Source material –
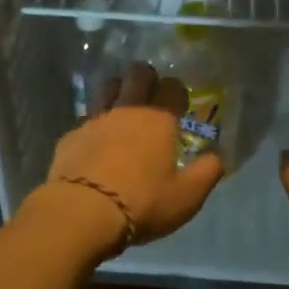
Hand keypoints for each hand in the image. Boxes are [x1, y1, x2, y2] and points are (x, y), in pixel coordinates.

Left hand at [37, 61, 224, 251]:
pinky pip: (85, 119)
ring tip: (121, 104)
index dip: (178, 91)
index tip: (179, 102)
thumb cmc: (142, 203)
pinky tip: (94, 140)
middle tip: (151, 91)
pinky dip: (93, 124)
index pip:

Description of the task – Set down the entries exactly as they appear, with every picture left out.

Response for this exercise –
Hand keypoints for each hand in the image. Boxes are [x1, y1, x2, y2] and points are (x, y), in pixel coordinates.

Left hand at [37, 61, 224, 251]:
pinky pip: (85, 119)
ring tip: (121, 104)
index dip: (178, 91)
index tip: (179, 102)
thumb cmc: (142, 203)
pinky tip: (94, 140)
middle tip: (151, 91)
pinky dip: (93, 124)
index pip:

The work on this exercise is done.